Taking the reciproque of a partial derivative (as seen in thermodynamics)?

[nonequilibrium]

Hello, I'm a first year physics student and in thermodynamics we always use [tex] \frac{1}{ \frac{dX}{dY} } = \frac{dY}{dX} [/tex] and I was wondering 'how true' this is, i.e. what are the conditions for this to be true? For example, if I have the equation of state of a Vanderwaals gas: [tex]\left( P + \frac{an^2^}{V^2^}\right) \left(V + bn \right) = nRT[/tex] and I want to find [tex]\left( \frac{dV}{dT} \right)_P[/tex], can I just calculate [tex]\left( \frac{dT}{dV} \right)_P[/tex] (which is much easier) and then take the reciproque?

(If not, is there another way?)

Thank you.

 

[Gerenuk]

Yes, you can do that. But note that you won't simplify things as your derivative will be a function of V so it's not necessarily easier to rearrange it for a function of T (like the first derivative would be).

 

[nonequilibrium]

Oh, it is always true? That's nice :) I thought there could be a problem if your function isn't injective.

And I don't get what you mean by "not easier"? To differentiate V with respect to T, you have to isolate V, which seems pretty much impossible, yet on the other hand, if you can differentiate T with respect to V, T is already isolated and then you just differentiate with the product rule and you're done. (and then take the reciproque)

 

[Gerenuk]

I guess there are some conditions on local properties.
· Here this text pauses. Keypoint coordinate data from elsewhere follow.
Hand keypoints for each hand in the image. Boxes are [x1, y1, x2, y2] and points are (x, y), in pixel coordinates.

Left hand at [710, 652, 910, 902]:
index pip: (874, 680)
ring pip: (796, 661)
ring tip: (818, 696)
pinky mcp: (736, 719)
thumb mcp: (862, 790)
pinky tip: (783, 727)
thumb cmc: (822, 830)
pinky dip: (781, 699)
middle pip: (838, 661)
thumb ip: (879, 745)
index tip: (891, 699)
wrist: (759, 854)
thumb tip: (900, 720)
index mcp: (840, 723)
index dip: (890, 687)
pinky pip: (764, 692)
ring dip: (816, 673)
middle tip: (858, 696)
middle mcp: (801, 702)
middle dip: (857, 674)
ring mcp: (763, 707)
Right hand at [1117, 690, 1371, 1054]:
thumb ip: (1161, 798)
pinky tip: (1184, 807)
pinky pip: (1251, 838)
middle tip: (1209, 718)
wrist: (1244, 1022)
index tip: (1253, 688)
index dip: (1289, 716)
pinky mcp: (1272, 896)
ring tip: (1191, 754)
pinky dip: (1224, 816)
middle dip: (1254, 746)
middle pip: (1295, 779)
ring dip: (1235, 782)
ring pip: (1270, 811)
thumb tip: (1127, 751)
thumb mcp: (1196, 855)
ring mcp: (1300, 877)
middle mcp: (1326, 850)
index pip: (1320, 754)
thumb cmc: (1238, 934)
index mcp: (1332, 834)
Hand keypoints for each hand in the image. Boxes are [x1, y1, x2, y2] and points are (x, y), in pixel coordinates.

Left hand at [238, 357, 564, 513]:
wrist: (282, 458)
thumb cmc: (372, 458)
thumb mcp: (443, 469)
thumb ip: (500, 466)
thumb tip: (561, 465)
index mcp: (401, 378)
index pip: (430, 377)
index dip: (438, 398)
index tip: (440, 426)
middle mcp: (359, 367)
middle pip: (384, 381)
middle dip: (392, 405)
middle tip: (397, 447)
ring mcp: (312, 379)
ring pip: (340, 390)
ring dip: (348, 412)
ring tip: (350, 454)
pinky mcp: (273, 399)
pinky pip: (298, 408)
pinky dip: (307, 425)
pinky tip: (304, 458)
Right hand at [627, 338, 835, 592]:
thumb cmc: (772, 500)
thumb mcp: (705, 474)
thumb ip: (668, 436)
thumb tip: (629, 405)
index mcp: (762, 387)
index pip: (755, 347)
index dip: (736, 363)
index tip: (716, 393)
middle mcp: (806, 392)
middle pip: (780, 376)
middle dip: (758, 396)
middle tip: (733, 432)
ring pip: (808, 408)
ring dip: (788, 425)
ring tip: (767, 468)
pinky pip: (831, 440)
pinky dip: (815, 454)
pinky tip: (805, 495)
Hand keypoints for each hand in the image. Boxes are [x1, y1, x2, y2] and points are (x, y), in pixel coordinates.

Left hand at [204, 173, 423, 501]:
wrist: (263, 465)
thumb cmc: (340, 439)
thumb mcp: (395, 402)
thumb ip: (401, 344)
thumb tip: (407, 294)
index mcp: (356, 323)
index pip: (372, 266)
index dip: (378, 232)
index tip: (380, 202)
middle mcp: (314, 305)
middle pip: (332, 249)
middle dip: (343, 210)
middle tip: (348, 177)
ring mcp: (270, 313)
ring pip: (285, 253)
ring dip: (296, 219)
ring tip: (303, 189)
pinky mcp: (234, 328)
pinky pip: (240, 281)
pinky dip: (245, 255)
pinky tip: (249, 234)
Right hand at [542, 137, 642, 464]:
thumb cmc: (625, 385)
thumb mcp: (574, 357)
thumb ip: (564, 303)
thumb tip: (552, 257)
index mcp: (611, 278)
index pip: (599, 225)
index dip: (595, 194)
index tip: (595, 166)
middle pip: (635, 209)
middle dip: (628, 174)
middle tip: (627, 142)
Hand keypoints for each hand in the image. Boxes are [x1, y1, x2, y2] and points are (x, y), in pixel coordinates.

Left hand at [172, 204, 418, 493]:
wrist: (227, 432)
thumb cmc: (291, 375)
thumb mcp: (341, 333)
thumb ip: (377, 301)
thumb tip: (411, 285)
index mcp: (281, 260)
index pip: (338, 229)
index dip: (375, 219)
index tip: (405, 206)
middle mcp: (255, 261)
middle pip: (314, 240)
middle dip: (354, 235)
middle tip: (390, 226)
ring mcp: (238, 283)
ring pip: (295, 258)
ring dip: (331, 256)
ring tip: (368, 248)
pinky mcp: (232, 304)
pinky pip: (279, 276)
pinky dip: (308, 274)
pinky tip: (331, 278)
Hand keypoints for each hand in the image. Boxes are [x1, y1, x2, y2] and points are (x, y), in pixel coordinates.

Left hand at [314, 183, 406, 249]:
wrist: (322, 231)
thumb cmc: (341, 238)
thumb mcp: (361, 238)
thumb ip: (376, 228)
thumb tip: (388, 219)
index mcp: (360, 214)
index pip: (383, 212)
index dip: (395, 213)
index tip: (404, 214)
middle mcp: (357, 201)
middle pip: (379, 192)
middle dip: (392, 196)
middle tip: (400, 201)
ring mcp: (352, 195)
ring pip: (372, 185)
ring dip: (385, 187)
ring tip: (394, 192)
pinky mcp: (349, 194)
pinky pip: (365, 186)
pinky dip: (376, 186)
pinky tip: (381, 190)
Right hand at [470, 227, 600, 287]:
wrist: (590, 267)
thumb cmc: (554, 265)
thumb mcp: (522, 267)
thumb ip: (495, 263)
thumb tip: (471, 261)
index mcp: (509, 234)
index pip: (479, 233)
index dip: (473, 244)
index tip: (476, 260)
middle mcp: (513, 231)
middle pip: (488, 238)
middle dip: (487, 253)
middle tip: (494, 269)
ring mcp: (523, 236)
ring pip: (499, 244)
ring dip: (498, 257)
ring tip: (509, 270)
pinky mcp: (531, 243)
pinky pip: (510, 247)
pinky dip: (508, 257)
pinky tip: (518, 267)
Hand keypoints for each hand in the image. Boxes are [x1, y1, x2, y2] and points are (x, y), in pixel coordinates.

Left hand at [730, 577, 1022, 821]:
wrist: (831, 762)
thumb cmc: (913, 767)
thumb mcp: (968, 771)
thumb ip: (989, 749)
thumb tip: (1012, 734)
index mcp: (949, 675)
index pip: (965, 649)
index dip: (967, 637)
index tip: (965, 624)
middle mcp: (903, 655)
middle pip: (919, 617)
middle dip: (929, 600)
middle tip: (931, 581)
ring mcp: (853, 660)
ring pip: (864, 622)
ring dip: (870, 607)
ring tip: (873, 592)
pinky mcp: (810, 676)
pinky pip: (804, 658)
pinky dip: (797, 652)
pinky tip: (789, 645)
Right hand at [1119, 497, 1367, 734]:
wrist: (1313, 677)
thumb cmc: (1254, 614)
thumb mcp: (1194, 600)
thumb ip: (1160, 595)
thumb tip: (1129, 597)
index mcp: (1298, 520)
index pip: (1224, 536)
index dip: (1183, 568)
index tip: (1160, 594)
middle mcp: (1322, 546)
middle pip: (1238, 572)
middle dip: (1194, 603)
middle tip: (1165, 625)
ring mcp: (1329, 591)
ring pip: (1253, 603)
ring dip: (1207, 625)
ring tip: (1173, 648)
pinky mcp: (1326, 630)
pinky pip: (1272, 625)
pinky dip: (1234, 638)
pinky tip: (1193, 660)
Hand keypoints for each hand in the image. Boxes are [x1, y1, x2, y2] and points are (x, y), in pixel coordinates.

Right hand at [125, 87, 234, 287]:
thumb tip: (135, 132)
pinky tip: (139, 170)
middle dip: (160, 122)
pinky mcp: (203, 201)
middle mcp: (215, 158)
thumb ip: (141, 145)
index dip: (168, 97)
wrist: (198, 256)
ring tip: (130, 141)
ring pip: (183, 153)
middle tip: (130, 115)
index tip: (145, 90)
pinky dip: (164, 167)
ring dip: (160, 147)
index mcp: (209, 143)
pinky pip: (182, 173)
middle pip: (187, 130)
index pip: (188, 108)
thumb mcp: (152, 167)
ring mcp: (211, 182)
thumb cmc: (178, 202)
But as differentiating is a local operation, you don't have to worry about global behaviour. In physics things are well behaved ;)

I meant if you are asked dV/dT as a function of T, then your second method would rather yields 1/ (dT/dV) being a function of V. Then you'd still have to substitutde for V if you wanted to make it a function of T.

 

[nonequilibrium]

Well in thermodynamics we don't see state variables too much like functions, but more like numbers or relations (so there's no need to isolate, unless you want to take the partial derivative)

 

[Gerenuk]

Btw, it's an insight from thermodynamics that you can use to get more intuition for partial derivatives.

To find [tex]\left(\frac{\partial y}{\partial x}\right)_z[/tex] you just calculate with the more intuitive total differentials and write
[tex]\left(\frac{\partial y}{\partial x}\right)_z=\frac{dy}{dx}\qquad(dz=0)[/tex]
where the RHS is a normal division and not meant to imply differentiation.